Bauen - Wohnen - Schreiben. Texte und Häuser der klassischen Moderne

Ungefähr zwischen den Jahren 1910 und 1935 ändern sich Bauen und Wohnen in Europa grundlegend und mit ihnen die Texte, die von Architektur, Siedlungen und Städten erzählen, bzw. die von ihnen theoretisch Rechenschaft geben. Das Seminar widmet sich diesen neuen Bauten und den Narrativen, den theoretischen Darstellungen, den historiographischen Tropen oder schlicht den Beschreibungen, die diesen Wandel darstellen, die den Aufenthalt unter den Bedingungen einer sich radikal ändernden Architektur wiedergeben. Zu fragen ist auch, welche Funktion die Bedingungen von Raum und Bau für die Generierung von Texten haben.
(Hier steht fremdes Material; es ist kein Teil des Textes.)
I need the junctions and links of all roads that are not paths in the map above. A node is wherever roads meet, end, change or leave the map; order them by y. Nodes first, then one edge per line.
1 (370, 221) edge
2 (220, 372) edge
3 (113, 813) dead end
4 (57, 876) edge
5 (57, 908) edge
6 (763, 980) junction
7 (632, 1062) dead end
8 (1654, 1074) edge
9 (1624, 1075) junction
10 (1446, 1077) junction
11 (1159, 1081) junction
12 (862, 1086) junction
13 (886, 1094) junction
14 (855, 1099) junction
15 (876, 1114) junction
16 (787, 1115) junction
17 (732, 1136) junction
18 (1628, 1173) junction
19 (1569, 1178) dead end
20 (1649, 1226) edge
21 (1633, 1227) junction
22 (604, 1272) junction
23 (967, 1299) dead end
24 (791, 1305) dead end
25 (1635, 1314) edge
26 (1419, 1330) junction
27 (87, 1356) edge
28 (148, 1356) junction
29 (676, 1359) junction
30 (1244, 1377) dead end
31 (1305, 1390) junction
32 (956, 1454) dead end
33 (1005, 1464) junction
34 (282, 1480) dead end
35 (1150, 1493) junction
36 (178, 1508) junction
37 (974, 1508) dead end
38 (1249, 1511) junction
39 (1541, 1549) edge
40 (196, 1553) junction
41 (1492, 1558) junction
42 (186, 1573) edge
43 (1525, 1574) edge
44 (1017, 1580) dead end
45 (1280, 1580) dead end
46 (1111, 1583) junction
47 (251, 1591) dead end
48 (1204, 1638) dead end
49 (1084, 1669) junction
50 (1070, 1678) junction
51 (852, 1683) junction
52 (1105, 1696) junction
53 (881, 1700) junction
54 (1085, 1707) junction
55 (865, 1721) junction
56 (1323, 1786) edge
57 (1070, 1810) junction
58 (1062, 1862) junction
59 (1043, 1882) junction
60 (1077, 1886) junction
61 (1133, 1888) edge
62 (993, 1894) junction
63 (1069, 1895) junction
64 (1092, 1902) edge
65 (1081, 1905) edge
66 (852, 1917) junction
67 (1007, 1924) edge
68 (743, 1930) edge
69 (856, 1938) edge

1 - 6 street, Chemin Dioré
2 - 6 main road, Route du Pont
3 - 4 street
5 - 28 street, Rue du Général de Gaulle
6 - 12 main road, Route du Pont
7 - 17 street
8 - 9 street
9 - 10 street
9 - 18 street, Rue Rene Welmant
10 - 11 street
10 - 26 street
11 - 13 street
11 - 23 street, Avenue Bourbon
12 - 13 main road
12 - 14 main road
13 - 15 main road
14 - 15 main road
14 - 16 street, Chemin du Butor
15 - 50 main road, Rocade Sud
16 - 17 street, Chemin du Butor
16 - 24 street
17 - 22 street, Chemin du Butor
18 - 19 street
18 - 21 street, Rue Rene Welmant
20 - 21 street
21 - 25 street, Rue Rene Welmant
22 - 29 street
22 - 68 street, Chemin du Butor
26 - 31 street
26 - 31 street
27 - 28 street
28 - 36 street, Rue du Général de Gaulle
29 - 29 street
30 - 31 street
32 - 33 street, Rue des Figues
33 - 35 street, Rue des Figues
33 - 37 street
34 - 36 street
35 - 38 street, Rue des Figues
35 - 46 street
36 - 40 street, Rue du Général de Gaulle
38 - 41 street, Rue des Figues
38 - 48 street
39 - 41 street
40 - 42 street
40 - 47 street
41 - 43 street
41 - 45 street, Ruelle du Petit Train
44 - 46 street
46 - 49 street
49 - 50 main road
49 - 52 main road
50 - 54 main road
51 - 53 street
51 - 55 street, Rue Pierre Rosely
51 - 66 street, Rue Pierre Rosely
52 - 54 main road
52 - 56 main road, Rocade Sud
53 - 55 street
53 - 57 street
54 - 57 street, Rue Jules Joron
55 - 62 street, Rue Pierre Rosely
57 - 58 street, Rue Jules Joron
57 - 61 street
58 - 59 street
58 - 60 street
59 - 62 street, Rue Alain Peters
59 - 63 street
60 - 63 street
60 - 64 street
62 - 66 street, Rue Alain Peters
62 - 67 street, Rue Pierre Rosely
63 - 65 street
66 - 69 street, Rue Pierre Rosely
Zum Themenkreis der Veranstaltung gehören u.a.: der Bezug von Kunst auf Technik; Ornamentkritik und Sachlichkeit; der Konflikt zwischen weißer Moderne und farblichen Spektren; Transparenz; die Aufgabe der Einrichtung; urbanistische Interventionen; Biopolitik und Raumordnung. Behandelt werden Texte und Häuser u.a. von Benjamin, LeCorbusier, Loos, Giedion, Kafka, Musil, Scheerbart, Taut.